- EXERCISE GOAL:
Tell how many lines in the data below contain "roads", using one number as the whole reply.

- SOURCE INFORMATION:
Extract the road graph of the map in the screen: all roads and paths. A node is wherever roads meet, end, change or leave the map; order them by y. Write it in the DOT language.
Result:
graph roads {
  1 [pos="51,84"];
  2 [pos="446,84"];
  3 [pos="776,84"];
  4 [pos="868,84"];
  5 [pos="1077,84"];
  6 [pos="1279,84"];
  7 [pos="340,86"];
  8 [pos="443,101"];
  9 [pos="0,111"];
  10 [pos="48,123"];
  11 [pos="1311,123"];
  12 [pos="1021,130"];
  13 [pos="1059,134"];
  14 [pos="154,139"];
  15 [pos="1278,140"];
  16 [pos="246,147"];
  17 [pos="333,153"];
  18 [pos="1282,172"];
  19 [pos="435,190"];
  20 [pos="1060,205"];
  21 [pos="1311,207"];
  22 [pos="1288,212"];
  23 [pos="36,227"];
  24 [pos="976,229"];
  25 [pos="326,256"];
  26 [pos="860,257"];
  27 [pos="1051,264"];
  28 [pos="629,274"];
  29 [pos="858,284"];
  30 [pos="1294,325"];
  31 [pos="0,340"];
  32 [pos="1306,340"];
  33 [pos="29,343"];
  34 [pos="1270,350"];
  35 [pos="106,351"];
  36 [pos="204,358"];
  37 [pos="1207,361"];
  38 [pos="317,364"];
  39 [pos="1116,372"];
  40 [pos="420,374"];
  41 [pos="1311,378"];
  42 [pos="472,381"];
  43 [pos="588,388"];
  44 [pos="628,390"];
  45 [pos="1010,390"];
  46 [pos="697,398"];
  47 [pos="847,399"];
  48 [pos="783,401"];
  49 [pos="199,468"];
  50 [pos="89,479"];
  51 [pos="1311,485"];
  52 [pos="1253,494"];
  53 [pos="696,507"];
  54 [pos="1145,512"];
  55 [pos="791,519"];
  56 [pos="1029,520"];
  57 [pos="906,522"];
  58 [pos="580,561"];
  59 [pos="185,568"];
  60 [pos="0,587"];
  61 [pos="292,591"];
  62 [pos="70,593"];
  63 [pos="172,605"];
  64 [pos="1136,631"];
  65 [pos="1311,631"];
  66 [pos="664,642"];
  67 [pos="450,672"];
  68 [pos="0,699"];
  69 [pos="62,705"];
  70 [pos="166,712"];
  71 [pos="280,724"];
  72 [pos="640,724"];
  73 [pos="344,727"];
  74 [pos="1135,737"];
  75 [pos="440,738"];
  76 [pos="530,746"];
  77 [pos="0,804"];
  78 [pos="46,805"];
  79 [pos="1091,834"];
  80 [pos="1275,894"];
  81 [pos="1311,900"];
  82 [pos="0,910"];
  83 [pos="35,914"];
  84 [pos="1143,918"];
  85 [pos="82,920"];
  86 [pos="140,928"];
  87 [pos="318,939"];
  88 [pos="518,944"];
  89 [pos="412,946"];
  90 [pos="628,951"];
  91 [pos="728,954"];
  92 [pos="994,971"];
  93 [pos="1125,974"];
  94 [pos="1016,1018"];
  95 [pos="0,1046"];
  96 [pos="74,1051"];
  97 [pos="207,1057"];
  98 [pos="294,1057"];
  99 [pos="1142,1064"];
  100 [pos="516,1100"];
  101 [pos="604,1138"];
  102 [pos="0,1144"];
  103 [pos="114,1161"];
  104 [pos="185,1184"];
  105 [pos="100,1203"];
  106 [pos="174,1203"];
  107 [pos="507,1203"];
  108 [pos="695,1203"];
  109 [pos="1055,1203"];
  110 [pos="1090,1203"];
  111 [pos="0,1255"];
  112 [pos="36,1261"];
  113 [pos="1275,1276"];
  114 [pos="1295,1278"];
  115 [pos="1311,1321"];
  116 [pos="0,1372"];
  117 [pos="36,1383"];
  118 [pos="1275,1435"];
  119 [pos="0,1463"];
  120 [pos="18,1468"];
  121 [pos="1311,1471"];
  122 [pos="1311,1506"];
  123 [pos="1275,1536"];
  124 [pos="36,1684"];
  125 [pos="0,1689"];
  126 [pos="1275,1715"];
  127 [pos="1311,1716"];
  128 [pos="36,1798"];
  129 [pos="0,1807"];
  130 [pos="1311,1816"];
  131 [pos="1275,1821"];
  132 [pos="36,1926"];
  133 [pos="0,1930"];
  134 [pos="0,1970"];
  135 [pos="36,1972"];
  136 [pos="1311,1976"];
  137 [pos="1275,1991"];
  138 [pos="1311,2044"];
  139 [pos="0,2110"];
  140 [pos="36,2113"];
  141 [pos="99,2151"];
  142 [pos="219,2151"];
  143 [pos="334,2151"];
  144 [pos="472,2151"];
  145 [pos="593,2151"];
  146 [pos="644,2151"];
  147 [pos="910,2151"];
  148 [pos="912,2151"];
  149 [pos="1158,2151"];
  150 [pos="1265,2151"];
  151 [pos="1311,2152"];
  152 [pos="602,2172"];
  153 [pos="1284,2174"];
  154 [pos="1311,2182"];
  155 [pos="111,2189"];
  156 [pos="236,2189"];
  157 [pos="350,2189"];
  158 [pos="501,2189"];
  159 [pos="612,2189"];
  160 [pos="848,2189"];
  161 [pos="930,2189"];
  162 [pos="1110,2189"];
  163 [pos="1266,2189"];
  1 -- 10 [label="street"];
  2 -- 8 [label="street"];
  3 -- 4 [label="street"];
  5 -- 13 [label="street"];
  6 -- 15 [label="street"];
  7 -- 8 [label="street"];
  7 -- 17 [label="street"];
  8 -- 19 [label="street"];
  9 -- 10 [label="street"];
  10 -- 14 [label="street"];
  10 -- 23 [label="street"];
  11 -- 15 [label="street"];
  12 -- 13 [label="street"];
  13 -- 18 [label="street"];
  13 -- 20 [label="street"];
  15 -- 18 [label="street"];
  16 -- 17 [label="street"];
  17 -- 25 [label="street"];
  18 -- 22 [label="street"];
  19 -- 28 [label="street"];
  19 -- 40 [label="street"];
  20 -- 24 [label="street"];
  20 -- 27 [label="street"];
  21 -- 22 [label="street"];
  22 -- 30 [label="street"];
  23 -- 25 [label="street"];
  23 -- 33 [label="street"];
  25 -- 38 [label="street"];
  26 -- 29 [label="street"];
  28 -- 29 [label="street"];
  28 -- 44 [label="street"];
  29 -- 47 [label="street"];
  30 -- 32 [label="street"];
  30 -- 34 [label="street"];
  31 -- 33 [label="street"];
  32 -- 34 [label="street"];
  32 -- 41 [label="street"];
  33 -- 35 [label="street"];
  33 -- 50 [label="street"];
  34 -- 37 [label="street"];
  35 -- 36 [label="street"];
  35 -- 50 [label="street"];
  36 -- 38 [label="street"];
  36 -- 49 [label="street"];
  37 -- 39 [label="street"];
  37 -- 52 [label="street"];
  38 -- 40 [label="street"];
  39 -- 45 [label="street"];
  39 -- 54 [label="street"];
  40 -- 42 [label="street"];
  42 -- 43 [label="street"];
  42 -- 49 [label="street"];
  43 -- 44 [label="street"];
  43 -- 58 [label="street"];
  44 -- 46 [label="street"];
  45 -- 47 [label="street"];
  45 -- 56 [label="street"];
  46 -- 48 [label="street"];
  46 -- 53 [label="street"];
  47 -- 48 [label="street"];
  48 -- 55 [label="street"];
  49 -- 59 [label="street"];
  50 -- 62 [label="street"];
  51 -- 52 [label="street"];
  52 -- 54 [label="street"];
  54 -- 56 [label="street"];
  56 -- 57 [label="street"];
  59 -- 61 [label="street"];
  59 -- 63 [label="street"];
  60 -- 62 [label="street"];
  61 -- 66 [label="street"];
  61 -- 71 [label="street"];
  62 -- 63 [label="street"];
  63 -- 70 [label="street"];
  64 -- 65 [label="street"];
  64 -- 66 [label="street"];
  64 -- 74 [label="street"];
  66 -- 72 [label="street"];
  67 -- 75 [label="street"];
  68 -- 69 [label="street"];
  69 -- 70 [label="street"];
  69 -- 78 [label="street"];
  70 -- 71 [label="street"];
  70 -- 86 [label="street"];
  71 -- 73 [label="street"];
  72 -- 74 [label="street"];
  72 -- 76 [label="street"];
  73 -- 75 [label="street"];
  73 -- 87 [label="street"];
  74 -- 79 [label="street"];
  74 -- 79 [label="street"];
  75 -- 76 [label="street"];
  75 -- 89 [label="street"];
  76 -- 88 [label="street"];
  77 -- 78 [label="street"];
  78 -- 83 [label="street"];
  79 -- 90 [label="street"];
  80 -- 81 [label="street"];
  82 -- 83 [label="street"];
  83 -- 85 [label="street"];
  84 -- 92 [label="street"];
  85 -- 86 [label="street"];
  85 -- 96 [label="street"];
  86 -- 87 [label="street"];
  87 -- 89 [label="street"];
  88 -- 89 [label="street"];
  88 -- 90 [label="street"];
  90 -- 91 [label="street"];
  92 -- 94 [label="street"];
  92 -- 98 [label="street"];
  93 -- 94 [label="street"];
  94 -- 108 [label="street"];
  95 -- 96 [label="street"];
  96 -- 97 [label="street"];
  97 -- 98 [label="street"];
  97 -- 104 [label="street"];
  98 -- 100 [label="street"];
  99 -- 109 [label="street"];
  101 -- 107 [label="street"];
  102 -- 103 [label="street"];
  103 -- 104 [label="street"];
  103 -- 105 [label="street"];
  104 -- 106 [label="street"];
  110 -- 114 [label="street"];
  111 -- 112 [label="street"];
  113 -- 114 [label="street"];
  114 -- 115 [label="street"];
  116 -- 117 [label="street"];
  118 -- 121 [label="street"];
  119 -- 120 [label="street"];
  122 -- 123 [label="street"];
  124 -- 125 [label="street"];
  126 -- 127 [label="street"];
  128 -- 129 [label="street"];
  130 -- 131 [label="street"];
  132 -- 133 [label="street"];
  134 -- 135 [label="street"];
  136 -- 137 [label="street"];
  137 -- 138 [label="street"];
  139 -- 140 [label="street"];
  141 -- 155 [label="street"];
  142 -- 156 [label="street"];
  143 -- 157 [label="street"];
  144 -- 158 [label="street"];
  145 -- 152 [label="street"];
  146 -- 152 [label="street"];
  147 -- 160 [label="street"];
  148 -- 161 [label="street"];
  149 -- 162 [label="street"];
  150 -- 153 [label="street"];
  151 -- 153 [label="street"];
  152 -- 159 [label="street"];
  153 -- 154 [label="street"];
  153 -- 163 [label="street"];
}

- SOLUTION:
2